Source material below:

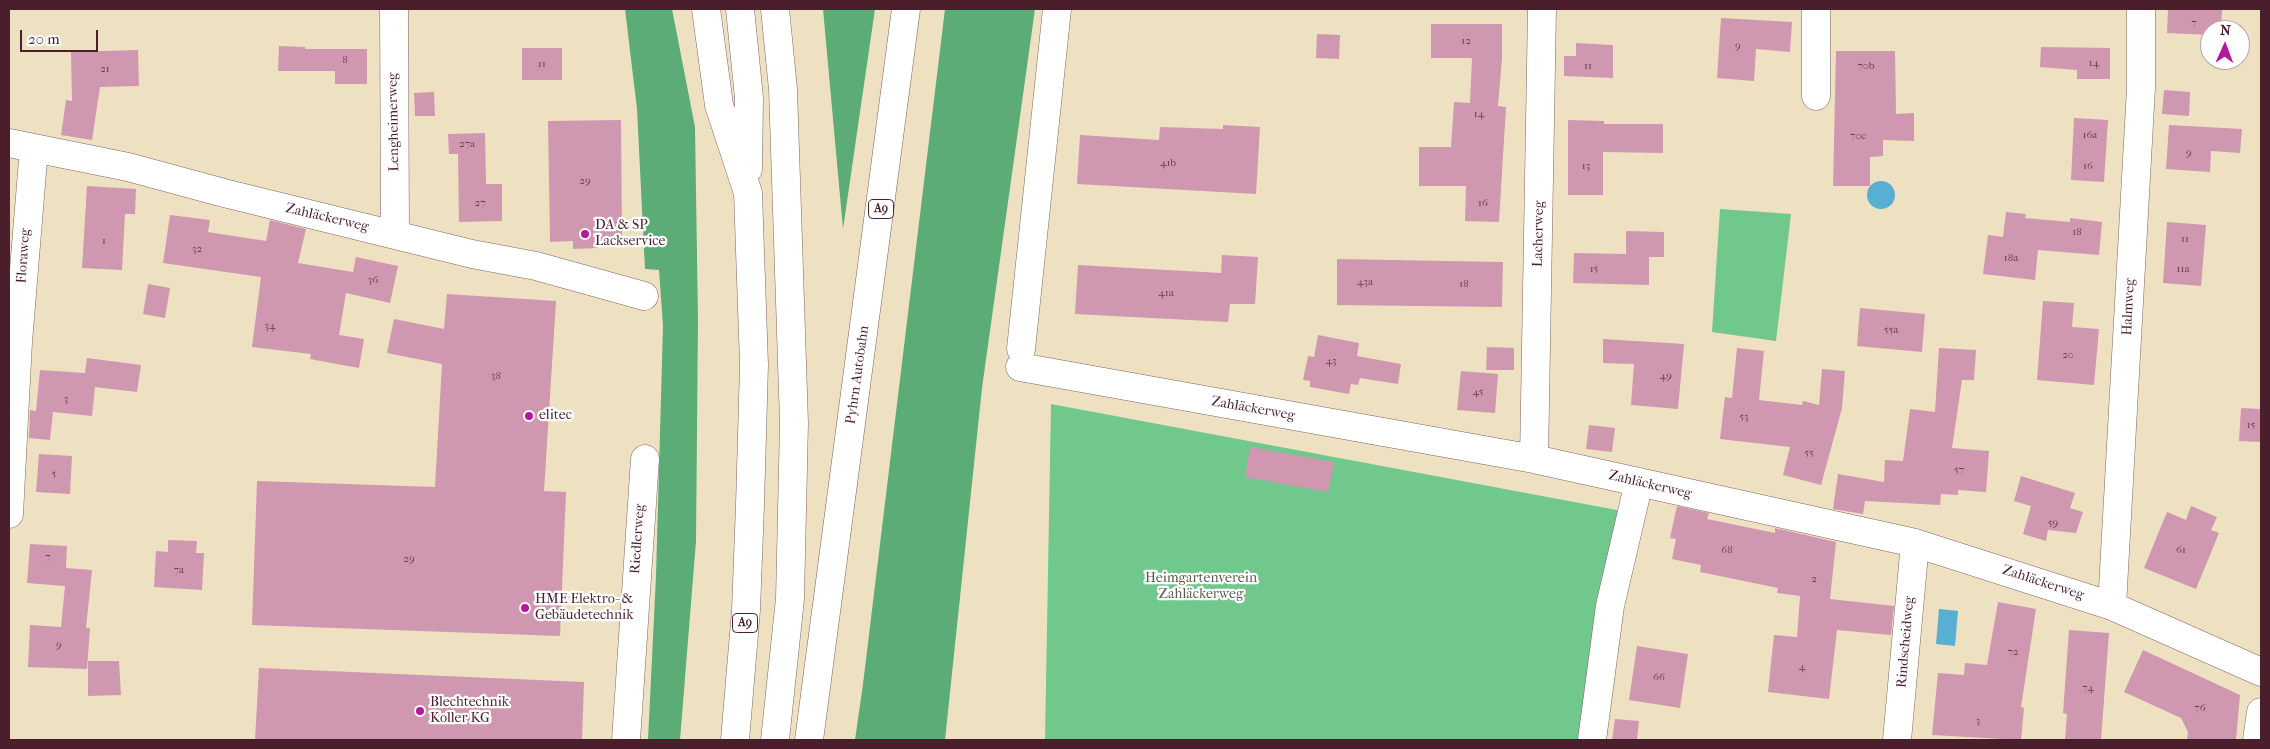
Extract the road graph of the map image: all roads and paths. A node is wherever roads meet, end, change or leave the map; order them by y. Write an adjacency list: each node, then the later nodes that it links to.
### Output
1 (394, 9): 13 (main road, Lengheimerweg)
2 (706, 9): 12 (main road, A9)
3 (740, 9): 12 (main road)
4 (776, 9): 25 (main road)
5 (906, 9): 26 (main road, Pyhrn Autobahn / A9)
6 (1057, 9): 16 (main road, Zahläckerweg)
7 (1542, 9): 16 (main road, Lacherweg)
8 (1816, 9): 10 (main road)
9 (2141, 9): 20 (main road, Halmweg)
10 (1816, 96)
11 (21, 145): 13 (main road, Zahläckerweg); 18 (main road, Floraweg)
12 (748, 192): 24 (main road, A9)
13 (395, 234): 14 (main road, Zahläckerweg)
14 (644, 296)
15 (645, 459): 23 (main road, Riedlerweg)
16 (1534, 459): 17 (main road, Zahläckerweg)
17 (1639, 482): 19 (main road, Zahläckerweg); 27 (main road)
18 (9, 514)
19 (1915, 543): 20 (main road, Zahläckerweg); 28 (main road, Rindscheidweg)
20 (2112, 606): 21 (main road, Zahläckerweg)
21 (2261, 672)
22 (2261, 712): 29 (main road)
23 (626, 740)
24 (734, 740)
25 (775, 740)
26 (809, 740)
27 (1592, 740)
28 (1897, 740)
29 (2257, 740)

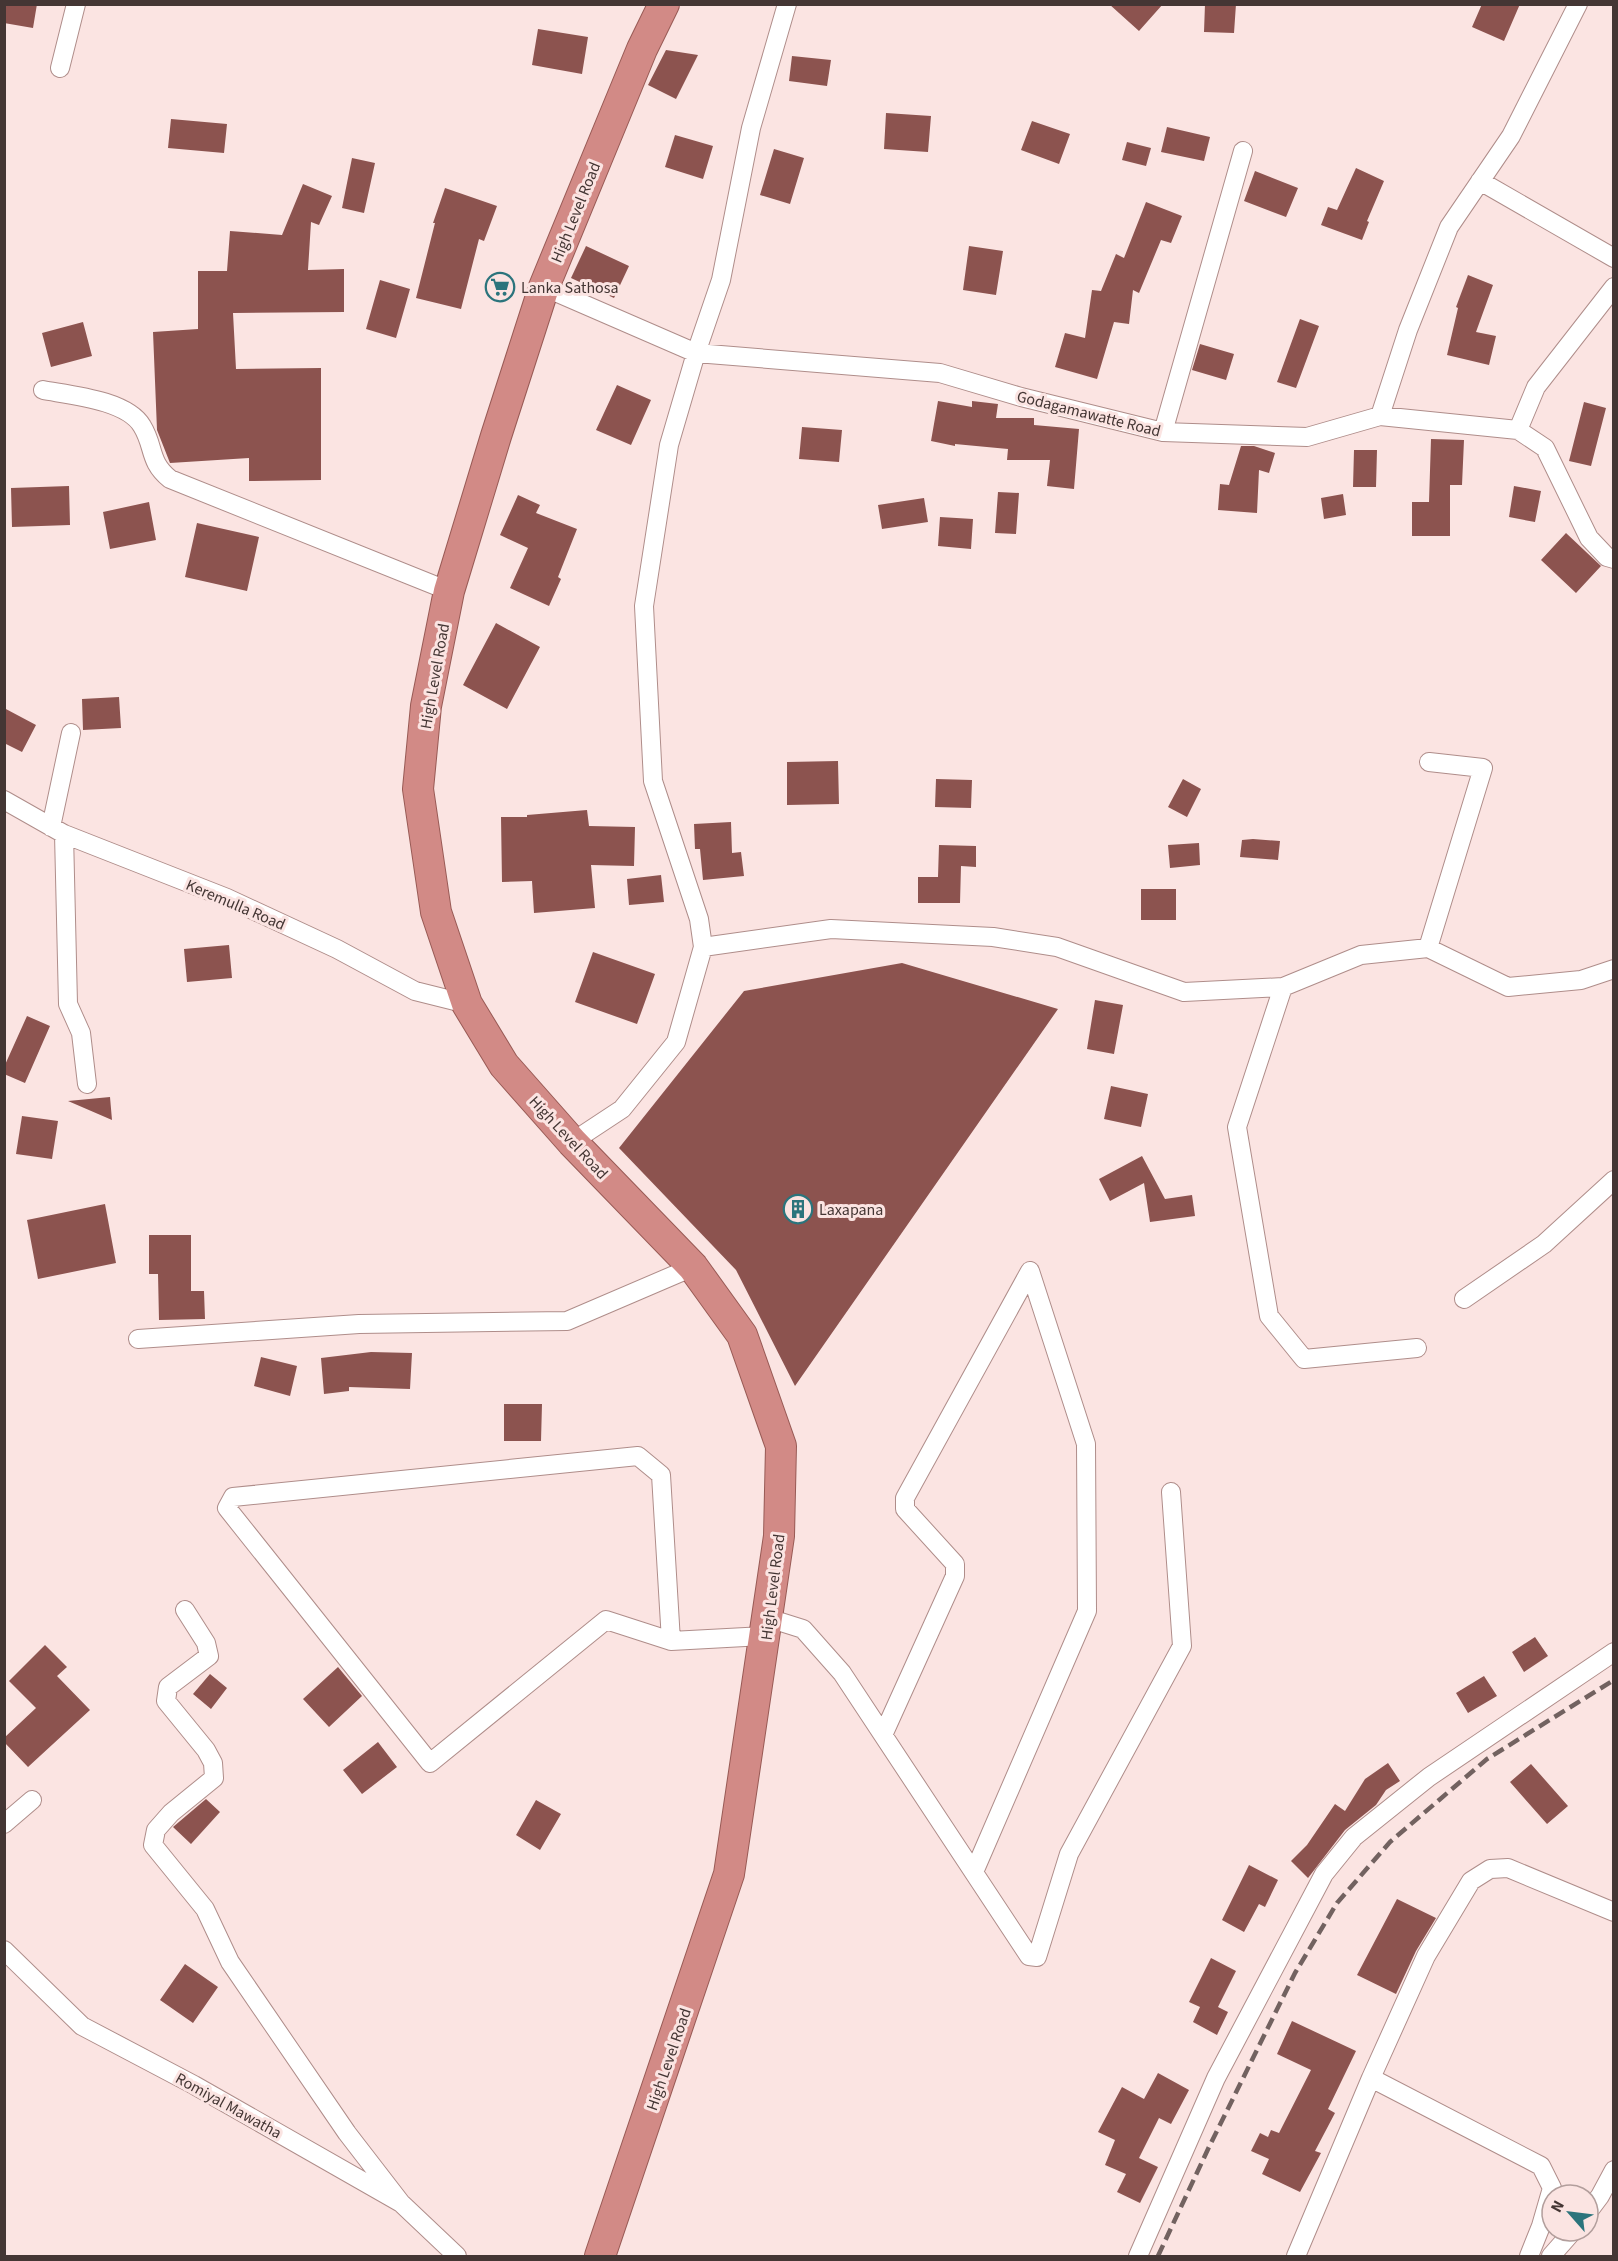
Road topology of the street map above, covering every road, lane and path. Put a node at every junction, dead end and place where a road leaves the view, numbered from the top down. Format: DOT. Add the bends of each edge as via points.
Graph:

End of Source material.

→ Work instruction
What lines hold the string "node"? Pick them out of the data.

→ Your solution
Extract the road graph of the map image: all roads and paths. A node is wherever roads meet, end, change or leave the map; order them by y. Write an adjacency list: each node, then the later nodes that it links to.
Road topology of the street map above, covering every road, lane and path. Put a node at every junction, dead end and place where a road leaves the view, numbered from the top down. Format: DOT. Add the bends of each edge as via points.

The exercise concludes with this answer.